JPMorgan filed a prospectus on May 12, 2026 for the JPMorgan OnChain Liquidity-Token Money Market Fund, a tokenized cash product issued natively on Ethereum and Solana, according to a CryptoSlate report covering the SEC filing.
The decision matters because JPMorgan is the largest US bank by assets and has spent years moving its on-chain experimentation away from permissioned rails. Picking Ethereum and Solana for a regulated money market fund pulls public blockchains into the heart of one of the most conservative product categories in traditional finance.
A Prospectus, Not a Pilot
A prospectus is not a press release. It is the formal disclosure document the SEC requires before a fund can be sold to investors, which means JPMorgan is past the proof-of-concept phase and into the regulatory plumbing. The OnChain Liquidity-Token fund is structured as a money market vehicle, the kind of product corporate treasurers use to park short-term cash while earning yield on Treasuries and repo.

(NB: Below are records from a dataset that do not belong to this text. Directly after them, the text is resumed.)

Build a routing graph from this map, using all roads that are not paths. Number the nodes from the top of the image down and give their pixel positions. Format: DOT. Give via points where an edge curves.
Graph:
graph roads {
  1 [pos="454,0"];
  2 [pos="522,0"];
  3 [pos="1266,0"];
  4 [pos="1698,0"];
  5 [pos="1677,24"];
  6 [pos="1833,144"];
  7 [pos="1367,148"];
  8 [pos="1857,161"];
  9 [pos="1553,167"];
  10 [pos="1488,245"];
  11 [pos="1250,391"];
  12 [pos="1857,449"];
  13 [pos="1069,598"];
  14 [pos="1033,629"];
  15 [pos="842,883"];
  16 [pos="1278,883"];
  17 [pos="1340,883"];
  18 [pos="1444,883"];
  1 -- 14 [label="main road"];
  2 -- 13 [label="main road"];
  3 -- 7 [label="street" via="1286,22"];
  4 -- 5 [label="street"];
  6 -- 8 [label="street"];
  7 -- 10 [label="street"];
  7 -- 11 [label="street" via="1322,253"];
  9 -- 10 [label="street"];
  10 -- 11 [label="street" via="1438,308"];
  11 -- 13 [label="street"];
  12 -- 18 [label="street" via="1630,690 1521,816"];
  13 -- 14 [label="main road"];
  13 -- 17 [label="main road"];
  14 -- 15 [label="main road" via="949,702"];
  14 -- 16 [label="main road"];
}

Issuing those tokens directly on Ethereum mainnet and Solana mainnet (rather than on JPMorgan's older Onyx-style permissioned network) is the meaningful detail. It signals that the bank's compliance, custody, and operations teams now consider both chains acceptable infrastructure for client cash, with a current Fear and Greed reading of 51 (Neutral) suggesting markets are absorbing the news without euphoria.
Ethereum Obvious, Solana Notable
Picking Ethereum is the obvious choice. It hosts the majority of existing tokenized real-world asset value, including BlackRock's BUIDL fund and Franklin Templeton's BENJI, and has the deepest pool of institutional custodians, auditors, and middleware vendors.
Solana is the more interesting choice. JPMorgan is not the first big issuer to put a regulated product on Solana, but it is the first US money-center bank to do so for an institutional cash product. The implicit endorsement gives Solana something it has lacked in the institutional pitch deck: a top-tier bank willing to write its name on the prospectus. As of May 13, 2026, SOL trades at $95.68, up 7.66% over the past week, while ETH sits at $2,321 (up 1.6% on the day).
Running the same fund across two chains also gives JPMorgan optionality. Different counterparties will prefer different rails depending on settlement speed, fee profile, and which custody platforms they already integrate.
The Tokenization Stack Keeps Growing
The filing lands in a quarter where on-chain treasury and money market products have moved from curiosity to a recognized category. BlackRock filed for a second tokenized fund on the Securitize rails earlier this month, Morgan Stanley's MSBT pulled in $194 million in its first month with zero outflow days, and tokenized real-world assets crossed $30 billion in total value, a tenfold expansion in two years.
JPMorgan is moving into a category that already exists, but its scale changes the math. The bank manages roughly $4 trillion in assets and has the corporate treasury relationships to direct meaningful flow into whichever tokenization stack it builds.
Gaps in the Prospectus
The prospectus does not specify launch date, target assets under management, or whether the fund will accept stablecoin subscriptions directly. It also does not name a custodian or transfer agent for the on-chain tokens, both of which will matter when the product actually goes live. Issuers like Securitize, Anchorage, and BitGo are the obvious candidates given existing relationships in the space.
There is also no disclosure on whether the fund's tokens will be transferable between holders on a peer-to-peer basis or whether they will require whitelist approval, which is the model BUIDL uses today. That detail will determine how much secondary-market liquidity is actually possible.
Implications for the Rest of 2026
Two outcomes are worth watching. The first is whether JPMorgan's institutional clients route material cash balances through this product once it launches, which would be the proof point that tokenized money markets can scale beyond the experimental tier. The second is whether other money-center banks (Citi, Bank of America, Wells Fargo) file similar prospectuses in the next two quarters. JPMorgan filing first does not guarantee competitive response, but the precedent is now on the record.
Overview
JPMorgan filed a May 12 prospectus for a tokenized money market fund issued on Ethereum and Solana. The filing is the largest US bank's most concrete step toward using public blockchains as institutional cash infrastructure, and it joins a growing list of regulated tokenization products from BlackRock, Franklin Templeton, and Morgan Stanley.